_The problem_.
Copy every line of the data exactly, leaving nothing out.

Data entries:
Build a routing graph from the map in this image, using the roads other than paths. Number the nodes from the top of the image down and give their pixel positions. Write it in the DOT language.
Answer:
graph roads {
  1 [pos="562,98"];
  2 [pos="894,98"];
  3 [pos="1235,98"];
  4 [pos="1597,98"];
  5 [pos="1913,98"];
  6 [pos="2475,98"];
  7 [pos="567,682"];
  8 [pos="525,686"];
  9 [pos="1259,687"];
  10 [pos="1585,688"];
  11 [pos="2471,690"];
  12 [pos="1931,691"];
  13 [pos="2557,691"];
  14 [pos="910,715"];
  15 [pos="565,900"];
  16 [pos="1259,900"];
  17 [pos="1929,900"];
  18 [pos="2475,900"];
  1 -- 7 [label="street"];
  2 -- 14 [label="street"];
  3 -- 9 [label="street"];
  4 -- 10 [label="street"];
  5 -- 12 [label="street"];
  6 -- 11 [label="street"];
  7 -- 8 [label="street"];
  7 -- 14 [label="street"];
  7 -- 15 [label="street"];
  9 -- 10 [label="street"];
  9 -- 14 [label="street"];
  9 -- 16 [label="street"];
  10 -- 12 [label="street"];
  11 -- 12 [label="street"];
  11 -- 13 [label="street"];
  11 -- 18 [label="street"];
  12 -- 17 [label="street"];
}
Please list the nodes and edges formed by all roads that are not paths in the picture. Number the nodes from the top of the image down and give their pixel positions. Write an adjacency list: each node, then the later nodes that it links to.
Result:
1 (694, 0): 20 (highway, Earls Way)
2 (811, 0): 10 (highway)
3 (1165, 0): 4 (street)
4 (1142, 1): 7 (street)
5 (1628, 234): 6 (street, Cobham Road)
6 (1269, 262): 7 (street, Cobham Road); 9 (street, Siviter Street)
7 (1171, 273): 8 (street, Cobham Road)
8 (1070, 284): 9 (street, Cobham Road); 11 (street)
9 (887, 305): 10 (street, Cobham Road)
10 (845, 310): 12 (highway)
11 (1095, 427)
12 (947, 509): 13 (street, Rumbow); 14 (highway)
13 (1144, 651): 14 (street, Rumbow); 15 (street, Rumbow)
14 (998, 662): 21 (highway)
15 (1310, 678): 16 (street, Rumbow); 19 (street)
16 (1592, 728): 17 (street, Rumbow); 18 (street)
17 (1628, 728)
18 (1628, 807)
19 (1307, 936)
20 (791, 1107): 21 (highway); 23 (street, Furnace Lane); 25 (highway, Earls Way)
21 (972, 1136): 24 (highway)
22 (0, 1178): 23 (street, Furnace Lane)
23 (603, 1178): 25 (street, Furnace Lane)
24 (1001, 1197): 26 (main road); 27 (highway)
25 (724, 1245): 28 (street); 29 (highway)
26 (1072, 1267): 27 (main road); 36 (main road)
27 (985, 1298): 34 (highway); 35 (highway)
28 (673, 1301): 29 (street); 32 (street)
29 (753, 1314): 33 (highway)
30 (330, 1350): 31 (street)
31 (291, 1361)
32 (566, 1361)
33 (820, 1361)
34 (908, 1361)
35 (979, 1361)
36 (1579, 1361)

_Response for this exercise_.
Build a routing graph from the map in this image, using the roads other than paths. Number the nodes from the top of the image down and give their pixel positions. Write it in the DOT language.
Answer:
graph roads {
  1 [pos="562,98"];
  2 [pos="894,98"];
  3 [pos="1235,98"];
  4 [pos="1597,98"];
  5 [pos="1913,98"];
  6 [pos="2475,98"];
  7 [pos="567,682"];
  8 [pos="525,686"];
  9 [pos="1259,687"];
  10 [pos="1585,688"];
  11 [pos="2471,690"];
  12 [pos="1931,691"];
  13 [pos="2557,691"];
  14 [pos="910,715"];
  15 [pos="565,900"];
  16 [pos="1259,900"];
  17 [pos="1929,900"];
  18 [pos="2475,900"];
  1 -- 7 [label="street"];
  2 -- 14 [label="street"];
  3 -- 9 [label="street"];
  4 -- 10 [label="street"];
  5 -- 12 [label="street"];
  6 -- 11 [label="street"];
  7 -- 8 [label="street"];
  7 -- 14 [label="street"];
  7 -- 15 [label="street"];
  9 -- 10 [label="street"];
  9 -- 14 [label="street"];
  9 -- 16 [label="street"];
  10 -- 12 [label="street"];
  11 -- 12 [label="street"];
  11 -- 13 [label="street"];
  11 -- 18 [label="street"];
  12 -- 17 [label="street"];
}
Please list the nodes and edges formed by all roads that are not paths in the picture. Number the nodes from the top of the image down and give their pixel positions. Write an adjacency list: each node, then the later nodes that it links to.
Result:
1 (694, 0): 20 (highway, Earls Way)
2 (811, 0): 10 (highway)
3 (1165, 0): 4 (street)
4 (1142, 1): 7 (street)
5 (1628, 234): 6 (street, Cobham Road)
6 (1269, 262): 7 (street, Cobham Road); 9 (street, Siviter Street)
7 (1171, 273): 8 (street, Cobham Road)
8 (1070, 284): 9 (street, Cobham Road); 11 (street)
9 (887, 305): 10 (street, Cobham Road)
10 (845, 310): 12 (highway)
11 (1095, 427)
12 (947, 509): 13 (street, Rumbow); 14 (highway)
13 (1144, 651): 14 (street, Rumbow); 15 (street, Rumbow)
14 (998, 662): 21 (highway)
15 (1310, 678): 16 (street, Rumbow); 19 (street)
16 (1592, 728): 17 (street, Rumbow); 18 (street)
17 (1628, 728)
18 (1628, 807)
19 (1307, 936)
20 (791, 1107): 21 (highway); 23 (street, Furnace Lane); 25 (highway, Earls Way)
21 (972, 1136): 24 (highway)
22 (0, 1178): 23 (street, Furnace Lane)
23 (603, 1178): 25 (street, Furnace Lane)
24 (1001, 1197): 26 (main road); 27 (highway)
25 (724, 1245): 28 (street); 29 (highway)
26 (1072, 1267): 27 (main road); 36 (main road)
27 (985, 1298): 34 (highway); 35 (highway)
28 (673, 1301): 29 (street); 32 (street)
29 (753, 1314): 33 (highway)
30 (330, 1350): 31 (street)
31 (291, 1361)
32 (566, 1361)
33 (820, 1361)
34 (908, 1361)
35 (979, 1361)
36 (1579, 1361)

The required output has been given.